EXTRACTED MATERIAL:
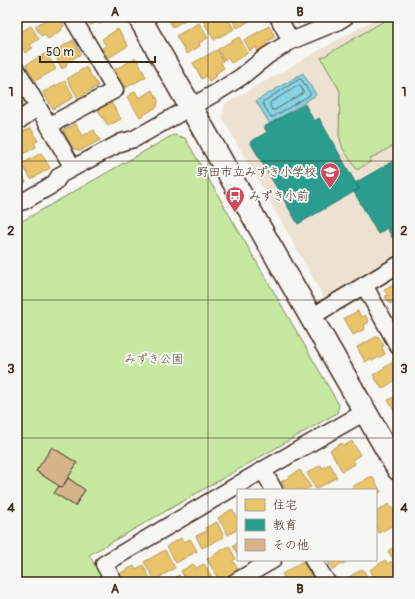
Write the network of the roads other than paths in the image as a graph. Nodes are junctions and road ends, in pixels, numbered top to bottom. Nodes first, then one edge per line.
1 (72, 17) edge
2 (139, 17) edge
3 (278, 17) edge
4 (345, 17) edge
5 (291, 41) junction
6 (17, 70) edge
7 (38, 107) junction
8 (190, 107) junction
9 (17, 122) edge
10 (50, 126) junction
11 (73, 168) junction
12 (17, 203) edge
13 (398, 265) edge
14 (364, 285) junction
15 (311, 316) junction
16 (398, 346) edge
17 (365, 412) junction
18 (398, 469) edge
19 (262, 470) junction
20 (273, 489) edge
21 (271, 561) edge
22 (314, 561) edge
23 (114, 582) edge
24 (235, 582) edge
25 (326, 582) edge

1 - 10 street
2 - 8 street
3 - 5 street
4 - 5 street
5 - 8 street
6 - 7 street
7 - 9 street
7 - 10 street
8 - 11 street
8 - 15 street
10 - 11 street
11 - 12 street
13 - 14 street
14 - 15 street
14 - 16 street
15 - 17 street
17 - 18 street
17 - 19 street
19 - 20 street
19 - 23 street
21 - 24 street
22 - 25 street

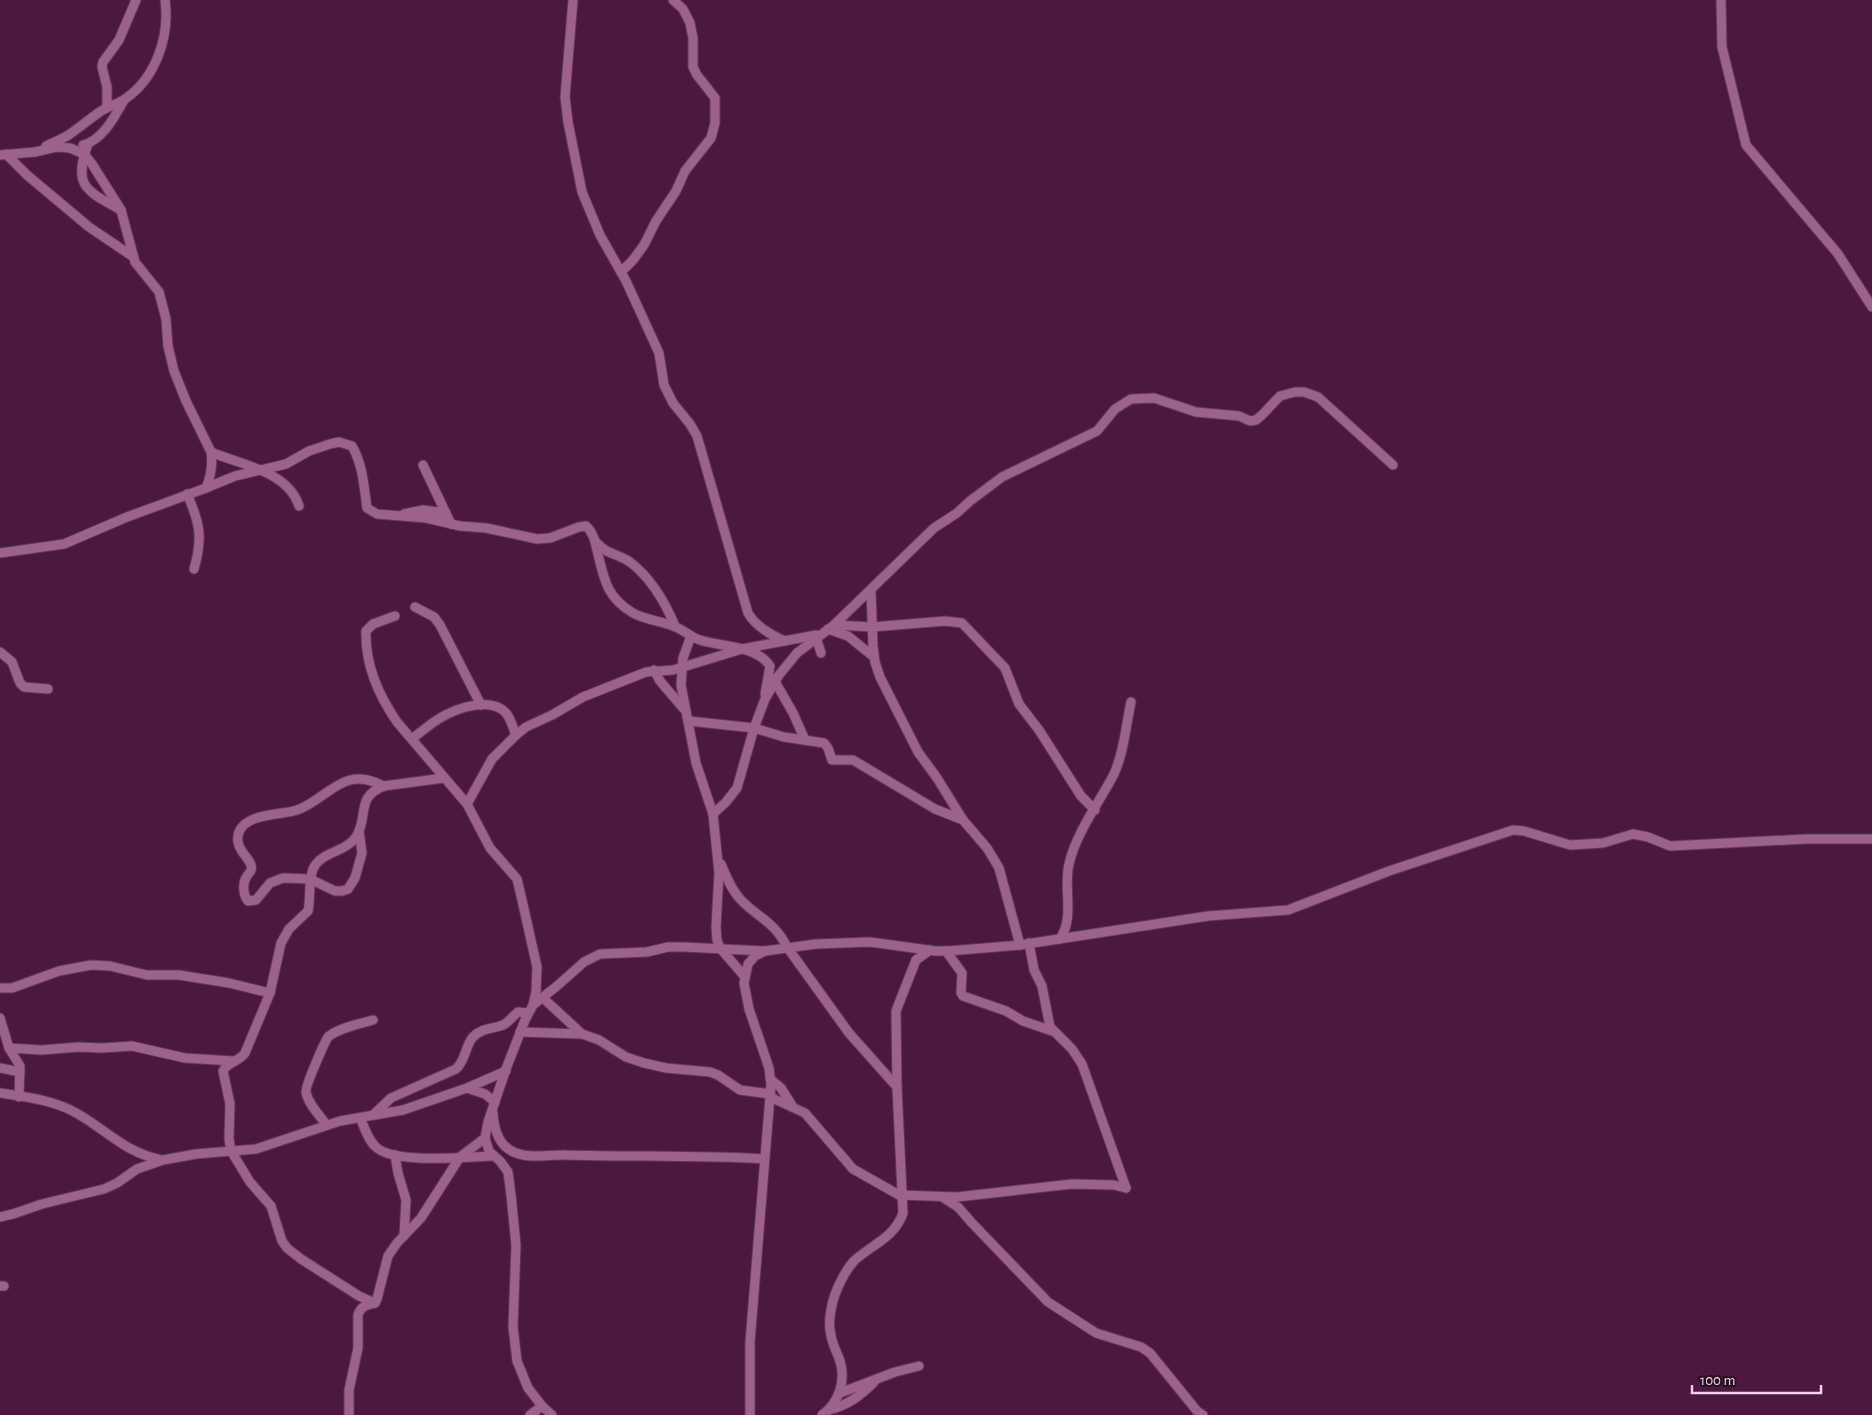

WHAT NEEDS TO BE DONE: Give back the material above word for word; no picture belongs in it.

RESPONSE TO THIS EXERCISE:
Write the network of the roads other than paths in the image as a graph. Nodes are junctions and road ends, in pixels, numbered top to bottom. Nodes first, then one edge per line.
1 (72, 17) edge
2 (139, 17) edge
3 (278, 17) edge
4 (345, 17) edge
5 (291, 41) junction
6 (17, 70) edge
7 (38, 107) junction
8 (190, 107) junction
9 (17, 122) edge
10 (50, 126) junction
11 (73, 168) junction
12 (17, 203) edge
13 (398, 265) edge
14 (364, 285) junction
15 (311, 316) junction
16 (398, 346) edge
17 (365, 412) junction
18 (398, 469) edge
19 (262, 470) junction
20 (273, 489) edge
21 (271, 561) edge
22 (314, 561) edge
23 (114, 582) edge
24 (235, 582) edge
25 (326, 582) edge

1 - 10 street
2 - 8 street
3 - 5 street
4 - 5 street
5 - 8 street
6 - 7 street
7 - 9 street
7 - 10 street
8 - 11 street
8 - 15 street
10 - 11 street
11 - 12 street
13 - 14 street
14 - 15 street
14 - 16 street
15 - 17 street
17 - 18 street
17 - 19 street
19 - 20 street
19 - 23 street
21 - 24 street
22 - 25 street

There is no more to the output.